# What to do
Wherever a line in the records below contains "topology", copy that line.

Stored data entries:
* * *
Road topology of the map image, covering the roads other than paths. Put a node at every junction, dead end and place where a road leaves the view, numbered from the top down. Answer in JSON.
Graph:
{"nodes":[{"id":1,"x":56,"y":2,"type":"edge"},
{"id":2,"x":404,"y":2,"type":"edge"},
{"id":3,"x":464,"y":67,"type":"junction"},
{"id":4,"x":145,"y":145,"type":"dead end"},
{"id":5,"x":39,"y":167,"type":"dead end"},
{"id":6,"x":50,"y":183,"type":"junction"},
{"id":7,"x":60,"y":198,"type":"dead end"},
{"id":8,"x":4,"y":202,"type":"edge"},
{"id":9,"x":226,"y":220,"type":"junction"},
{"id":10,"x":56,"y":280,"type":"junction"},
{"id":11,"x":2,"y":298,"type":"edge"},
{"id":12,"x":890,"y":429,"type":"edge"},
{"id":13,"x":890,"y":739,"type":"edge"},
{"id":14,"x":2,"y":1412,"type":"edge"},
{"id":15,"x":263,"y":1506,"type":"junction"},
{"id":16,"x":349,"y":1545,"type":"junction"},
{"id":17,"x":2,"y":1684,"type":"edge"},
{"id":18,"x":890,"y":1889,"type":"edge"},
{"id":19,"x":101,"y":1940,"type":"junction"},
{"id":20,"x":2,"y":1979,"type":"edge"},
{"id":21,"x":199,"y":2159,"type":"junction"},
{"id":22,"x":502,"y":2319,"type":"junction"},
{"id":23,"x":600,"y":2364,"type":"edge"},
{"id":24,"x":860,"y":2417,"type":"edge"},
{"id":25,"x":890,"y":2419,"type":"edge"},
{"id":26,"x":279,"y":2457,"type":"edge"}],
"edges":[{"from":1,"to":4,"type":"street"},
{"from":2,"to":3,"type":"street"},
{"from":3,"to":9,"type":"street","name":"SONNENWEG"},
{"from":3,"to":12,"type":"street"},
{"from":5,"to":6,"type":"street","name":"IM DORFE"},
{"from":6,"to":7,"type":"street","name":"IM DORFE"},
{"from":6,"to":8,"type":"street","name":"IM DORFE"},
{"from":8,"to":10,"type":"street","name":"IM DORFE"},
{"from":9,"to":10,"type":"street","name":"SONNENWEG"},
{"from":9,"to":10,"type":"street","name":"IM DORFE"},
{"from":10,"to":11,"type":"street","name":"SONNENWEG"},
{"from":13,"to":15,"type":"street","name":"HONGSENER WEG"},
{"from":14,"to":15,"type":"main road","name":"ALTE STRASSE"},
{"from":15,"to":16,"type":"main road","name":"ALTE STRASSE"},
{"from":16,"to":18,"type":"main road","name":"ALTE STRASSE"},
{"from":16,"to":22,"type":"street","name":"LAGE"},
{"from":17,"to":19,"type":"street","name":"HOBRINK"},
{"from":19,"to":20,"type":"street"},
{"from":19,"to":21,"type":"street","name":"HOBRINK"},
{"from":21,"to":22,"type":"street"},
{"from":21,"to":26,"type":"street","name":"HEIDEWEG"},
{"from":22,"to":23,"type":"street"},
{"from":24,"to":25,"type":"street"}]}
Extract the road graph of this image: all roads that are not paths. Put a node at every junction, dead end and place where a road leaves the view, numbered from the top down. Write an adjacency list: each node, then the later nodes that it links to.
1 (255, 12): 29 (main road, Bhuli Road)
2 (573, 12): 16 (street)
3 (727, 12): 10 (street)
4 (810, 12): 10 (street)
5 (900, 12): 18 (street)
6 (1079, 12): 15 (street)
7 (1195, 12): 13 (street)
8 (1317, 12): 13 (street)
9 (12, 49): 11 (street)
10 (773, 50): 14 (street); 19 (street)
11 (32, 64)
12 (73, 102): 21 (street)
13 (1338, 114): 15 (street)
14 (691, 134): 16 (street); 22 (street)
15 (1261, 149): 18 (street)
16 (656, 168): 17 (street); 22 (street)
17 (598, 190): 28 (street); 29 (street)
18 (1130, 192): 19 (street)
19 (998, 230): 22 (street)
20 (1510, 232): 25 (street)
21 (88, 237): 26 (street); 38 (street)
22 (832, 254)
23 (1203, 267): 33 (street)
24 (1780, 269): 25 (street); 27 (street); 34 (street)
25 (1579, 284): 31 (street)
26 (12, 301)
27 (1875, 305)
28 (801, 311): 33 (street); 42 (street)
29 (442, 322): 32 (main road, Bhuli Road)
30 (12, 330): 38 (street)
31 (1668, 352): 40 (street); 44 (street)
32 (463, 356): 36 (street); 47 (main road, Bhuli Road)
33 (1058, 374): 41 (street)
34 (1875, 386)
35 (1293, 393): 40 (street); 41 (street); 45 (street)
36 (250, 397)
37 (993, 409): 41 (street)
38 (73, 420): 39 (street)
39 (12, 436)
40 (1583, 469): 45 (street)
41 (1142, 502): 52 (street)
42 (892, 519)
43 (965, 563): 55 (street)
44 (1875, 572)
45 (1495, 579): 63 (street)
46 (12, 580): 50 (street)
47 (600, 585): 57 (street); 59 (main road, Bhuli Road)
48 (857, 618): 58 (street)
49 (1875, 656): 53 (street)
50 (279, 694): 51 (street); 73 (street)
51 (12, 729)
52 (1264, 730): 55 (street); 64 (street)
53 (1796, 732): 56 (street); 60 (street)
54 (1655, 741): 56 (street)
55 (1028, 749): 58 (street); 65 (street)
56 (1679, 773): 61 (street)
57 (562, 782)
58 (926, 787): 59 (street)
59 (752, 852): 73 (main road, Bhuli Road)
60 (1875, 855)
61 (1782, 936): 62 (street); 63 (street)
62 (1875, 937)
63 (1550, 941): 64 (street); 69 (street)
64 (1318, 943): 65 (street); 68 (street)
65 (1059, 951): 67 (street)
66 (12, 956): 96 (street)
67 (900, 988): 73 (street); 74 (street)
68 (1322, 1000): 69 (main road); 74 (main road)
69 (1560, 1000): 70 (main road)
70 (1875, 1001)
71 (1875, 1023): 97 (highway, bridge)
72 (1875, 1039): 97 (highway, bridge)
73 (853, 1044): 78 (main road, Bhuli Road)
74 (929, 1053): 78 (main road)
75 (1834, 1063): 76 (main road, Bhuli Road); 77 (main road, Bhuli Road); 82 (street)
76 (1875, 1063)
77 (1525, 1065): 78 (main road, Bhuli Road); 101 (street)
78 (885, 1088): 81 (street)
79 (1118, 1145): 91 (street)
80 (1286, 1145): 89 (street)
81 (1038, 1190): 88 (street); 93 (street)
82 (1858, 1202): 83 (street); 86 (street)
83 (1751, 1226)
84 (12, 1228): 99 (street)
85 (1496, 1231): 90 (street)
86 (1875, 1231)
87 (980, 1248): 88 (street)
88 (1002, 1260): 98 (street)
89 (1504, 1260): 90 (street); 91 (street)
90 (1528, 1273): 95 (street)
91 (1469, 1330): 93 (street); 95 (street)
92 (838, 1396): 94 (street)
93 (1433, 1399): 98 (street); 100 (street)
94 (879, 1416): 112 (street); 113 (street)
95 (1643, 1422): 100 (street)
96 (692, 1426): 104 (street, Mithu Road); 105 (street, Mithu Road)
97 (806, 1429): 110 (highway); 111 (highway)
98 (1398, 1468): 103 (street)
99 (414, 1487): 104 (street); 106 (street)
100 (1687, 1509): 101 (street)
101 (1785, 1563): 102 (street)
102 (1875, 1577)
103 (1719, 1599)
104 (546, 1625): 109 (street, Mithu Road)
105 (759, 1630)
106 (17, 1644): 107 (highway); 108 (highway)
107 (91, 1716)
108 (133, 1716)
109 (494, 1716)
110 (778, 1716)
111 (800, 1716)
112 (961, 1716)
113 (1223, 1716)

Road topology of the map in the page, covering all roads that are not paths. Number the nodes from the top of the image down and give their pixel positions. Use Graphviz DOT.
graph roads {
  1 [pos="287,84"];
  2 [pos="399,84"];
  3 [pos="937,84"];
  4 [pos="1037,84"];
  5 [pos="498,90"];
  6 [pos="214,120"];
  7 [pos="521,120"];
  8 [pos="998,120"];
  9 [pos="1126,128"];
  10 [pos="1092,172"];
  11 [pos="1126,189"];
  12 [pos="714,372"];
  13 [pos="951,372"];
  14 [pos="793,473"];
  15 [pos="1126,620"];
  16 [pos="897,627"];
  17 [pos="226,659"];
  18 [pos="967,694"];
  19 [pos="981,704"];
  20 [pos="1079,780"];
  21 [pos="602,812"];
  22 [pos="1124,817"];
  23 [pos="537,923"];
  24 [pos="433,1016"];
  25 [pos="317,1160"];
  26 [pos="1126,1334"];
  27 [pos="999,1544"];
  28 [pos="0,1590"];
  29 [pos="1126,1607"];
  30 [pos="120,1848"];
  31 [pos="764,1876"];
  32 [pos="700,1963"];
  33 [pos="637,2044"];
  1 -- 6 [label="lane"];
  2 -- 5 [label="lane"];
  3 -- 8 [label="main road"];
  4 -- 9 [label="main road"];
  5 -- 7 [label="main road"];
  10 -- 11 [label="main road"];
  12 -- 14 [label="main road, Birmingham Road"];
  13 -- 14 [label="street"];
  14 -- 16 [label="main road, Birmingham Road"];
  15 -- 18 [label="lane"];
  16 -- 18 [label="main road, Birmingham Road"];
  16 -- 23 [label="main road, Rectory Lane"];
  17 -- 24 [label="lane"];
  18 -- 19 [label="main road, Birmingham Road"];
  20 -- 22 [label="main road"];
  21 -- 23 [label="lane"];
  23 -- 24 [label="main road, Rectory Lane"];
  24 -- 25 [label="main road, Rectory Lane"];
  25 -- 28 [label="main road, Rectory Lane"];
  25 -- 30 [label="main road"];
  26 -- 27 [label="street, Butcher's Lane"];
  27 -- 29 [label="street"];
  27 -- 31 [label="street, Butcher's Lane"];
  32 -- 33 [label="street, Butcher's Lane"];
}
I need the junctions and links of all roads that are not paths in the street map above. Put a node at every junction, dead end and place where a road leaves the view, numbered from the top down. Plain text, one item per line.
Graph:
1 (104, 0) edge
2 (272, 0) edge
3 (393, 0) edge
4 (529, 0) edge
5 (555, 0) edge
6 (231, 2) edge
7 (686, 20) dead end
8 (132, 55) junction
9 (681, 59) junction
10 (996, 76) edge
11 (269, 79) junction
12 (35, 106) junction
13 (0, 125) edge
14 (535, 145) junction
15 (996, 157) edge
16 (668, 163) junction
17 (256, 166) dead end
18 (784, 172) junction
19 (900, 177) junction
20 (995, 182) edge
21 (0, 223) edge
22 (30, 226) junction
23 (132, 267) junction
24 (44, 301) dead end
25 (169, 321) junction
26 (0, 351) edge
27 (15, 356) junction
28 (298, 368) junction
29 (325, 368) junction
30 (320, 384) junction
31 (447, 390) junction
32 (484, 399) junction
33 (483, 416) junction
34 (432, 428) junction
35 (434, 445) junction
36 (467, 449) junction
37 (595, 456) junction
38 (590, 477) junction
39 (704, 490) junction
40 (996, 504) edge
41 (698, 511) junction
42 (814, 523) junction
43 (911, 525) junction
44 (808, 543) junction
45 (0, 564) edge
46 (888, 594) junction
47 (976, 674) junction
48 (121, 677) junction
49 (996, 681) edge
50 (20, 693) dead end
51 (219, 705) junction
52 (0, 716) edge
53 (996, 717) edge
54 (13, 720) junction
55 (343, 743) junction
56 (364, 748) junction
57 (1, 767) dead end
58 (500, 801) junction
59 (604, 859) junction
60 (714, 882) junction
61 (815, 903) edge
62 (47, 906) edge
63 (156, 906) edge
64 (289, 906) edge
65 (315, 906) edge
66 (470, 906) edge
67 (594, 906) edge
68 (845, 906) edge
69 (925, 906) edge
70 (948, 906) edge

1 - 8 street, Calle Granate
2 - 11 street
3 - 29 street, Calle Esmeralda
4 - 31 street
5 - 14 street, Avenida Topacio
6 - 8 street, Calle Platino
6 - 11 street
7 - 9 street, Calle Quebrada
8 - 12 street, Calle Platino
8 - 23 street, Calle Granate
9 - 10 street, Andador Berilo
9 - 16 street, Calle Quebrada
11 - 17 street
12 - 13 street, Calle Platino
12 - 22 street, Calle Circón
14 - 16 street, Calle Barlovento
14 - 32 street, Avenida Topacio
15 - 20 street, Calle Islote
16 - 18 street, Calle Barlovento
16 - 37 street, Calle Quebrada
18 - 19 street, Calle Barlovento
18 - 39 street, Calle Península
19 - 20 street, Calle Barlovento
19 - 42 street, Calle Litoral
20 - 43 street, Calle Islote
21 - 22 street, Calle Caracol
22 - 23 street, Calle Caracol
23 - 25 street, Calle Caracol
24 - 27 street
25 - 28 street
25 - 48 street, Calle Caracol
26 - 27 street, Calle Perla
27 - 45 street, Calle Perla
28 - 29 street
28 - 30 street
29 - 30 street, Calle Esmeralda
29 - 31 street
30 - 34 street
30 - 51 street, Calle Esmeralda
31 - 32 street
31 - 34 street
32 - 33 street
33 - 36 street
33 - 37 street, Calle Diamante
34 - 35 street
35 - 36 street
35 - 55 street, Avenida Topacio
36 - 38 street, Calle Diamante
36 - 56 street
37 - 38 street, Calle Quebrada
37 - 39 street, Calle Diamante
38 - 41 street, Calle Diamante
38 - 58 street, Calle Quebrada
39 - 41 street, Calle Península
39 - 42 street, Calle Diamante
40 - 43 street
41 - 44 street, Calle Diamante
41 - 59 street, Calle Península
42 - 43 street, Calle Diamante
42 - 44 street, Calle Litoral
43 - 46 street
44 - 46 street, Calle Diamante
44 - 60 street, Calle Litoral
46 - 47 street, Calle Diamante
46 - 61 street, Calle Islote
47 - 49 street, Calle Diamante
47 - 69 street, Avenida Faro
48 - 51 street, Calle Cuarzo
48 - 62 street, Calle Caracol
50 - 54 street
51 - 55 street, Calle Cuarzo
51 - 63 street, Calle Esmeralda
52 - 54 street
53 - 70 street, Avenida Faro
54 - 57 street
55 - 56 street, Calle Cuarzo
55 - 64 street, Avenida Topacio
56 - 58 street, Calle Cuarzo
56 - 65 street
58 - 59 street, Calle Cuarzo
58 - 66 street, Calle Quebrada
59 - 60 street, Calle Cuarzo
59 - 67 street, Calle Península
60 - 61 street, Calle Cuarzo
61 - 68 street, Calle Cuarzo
* * *
# Final answer
Road topology of the map image, covering the roads other than paths. Put a node at every junction, dead end and place where a road leaves the view, numbered from the top down. Answer in JSON.
Road topology of the map in the page, covering all roads that are not paths. Number the nodes from the top of the image down and give their pixel positions. Use Graphviz DOT.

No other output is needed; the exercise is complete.